[DATA IN THIS EXERCISE]
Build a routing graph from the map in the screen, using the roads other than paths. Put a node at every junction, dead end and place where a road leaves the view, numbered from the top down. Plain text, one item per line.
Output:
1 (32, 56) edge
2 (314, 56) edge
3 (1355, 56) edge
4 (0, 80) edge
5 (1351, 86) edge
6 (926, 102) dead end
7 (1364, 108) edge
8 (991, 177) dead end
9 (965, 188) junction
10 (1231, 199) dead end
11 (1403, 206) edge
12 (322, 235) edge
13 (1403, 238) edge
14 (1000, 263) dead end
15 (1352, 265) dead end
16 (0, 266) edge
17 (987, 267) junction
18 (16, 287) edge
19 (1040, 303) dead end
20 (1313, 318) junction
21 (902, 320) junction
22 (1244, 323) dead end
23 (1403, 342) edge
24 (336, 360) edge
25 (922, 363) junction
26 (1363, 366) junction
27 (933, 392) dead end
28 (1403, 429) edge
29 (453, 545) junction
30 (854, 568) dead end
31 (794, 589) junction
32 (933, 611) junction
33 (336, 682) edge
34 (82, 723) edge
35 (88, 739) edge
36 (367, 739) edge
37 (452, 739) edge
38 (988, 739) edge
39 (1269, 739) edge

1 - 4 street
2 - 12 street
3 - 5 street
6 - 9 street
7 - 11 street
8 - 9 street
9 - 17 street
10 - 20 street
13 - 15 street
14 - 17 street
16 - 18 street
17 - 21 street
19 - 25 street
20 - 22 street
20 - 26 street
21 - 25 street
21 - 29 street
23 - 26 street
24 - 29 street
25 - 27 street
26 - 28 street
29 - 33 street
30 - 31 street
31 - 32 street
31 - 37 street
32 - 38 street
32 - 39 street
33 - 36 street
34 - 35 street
[/DATA IN THIS EXERCISE]
Every line in the data that holds the string "dead" should be returned.

▶ **WRITTEN ANSWER**:
Build a routing graph from the map in the screen, using the roads other than paths. Put a node at every junction, dead end and place where a road leaves the view, numbered from the top down. Plain text, one item per line.
6 (926, 102) dead end
8 (991, 177) dead end
10 (1231, 199) dead end
14 (1000, 263) dead end
15 (1352, 265) dead end
19 (1040, 303) dead end
22 (1244, 323) dead end
27 (933, 392) dead end
30 (854, 568) dead end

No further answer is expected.